Chiaramente è diversa la situazione di una piccola comunità come quella di Londra, dalle affollate sezioni dei nostri asili, ma è significativo che, grazie all’osservazione e alla riflessione, si sia arrivati a realizzare certi cambiamenti fondamentali anche nelle strutture più grandi. Si spera che molte delle conquiste ottenute in questi anni siano ormai definitivamente acquisite, e che i tagli alla spesa, imposti dai bilanci sempre più magri dei comuni e della sanità, non interrompano il processo che può garantire il consolidamento e ulteriori sviluppi delle esperienze educative per la prima infanzia. Nuove problematiche, i molti figli unici e l’inserimento dei bambini extracomunitari, impongono nuovi spazi di riflessione.

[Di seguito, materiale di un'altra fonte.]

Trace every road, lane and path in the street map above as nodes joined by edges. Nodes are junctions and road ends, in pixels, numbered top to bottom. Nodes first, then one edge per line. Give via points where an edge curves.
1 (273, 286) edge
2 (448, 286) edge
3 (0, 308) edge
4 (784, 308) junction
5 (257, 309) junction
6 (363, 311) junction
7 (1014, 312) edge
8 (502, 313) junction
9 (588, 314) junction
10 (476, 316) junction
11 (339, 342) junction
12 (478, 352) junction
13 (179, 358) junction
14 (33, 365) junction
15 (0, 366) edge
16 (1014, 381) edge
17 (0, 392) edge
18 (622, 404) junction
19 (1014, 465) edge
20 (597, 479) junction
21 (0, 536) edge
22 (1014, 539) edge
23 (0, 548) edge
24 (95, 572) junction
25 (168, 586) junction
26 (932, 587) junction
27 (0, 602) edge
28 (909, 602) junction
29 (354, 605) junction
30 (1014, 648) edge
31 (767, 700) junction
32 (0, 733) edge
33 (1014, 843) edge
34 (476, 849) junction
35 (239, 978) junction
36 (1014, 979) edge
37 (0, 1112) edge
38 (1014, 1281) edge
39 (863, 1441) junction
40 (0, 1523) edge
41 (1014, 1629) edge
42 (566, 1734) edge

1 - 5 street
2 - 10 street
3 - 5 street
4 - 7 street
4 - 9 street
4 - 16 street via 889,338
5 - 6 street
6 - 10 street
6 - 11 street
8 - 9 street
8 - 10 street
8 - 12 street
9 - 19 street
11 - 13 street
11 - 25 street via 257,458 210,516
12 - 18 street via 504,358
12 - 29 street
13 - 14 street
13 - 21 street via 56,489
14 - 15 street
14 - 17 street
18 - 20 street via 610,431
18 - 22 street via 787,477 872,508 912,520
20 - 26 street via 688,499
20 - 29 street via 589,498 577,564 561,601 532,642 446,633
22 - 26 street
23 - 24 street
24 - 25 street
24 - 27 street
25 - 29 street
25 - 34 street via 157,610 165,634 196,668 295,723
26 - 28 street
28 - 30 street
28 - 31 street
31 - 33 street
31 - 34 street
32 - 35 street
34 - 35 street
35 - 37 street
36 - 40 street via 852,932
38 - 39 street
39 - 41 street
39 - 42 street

Per quanto riguarda il libro, vorrei fare un solo appunto. Dispiace, che a fronte di un impegno davvero ampio e di risultati così lusinghieri, non corrisponda una cura altrettanto grande nella stesura dei testi. I capitoli sono molto differenti nei contenuti e nel linguaggio perché destinati a un pubblico diverso, e sarebbe stata utile una revisione per renderli più omogenei, ed evitare al lettore continui salti. O forse sarebbe stato sufficiente scegliere un altro criterio di suddivisione dei capitoli e legarli con delle brevi prefazioni. Questo sforzo avrebbe meglio valorizzato lo stimolante materiale proposto.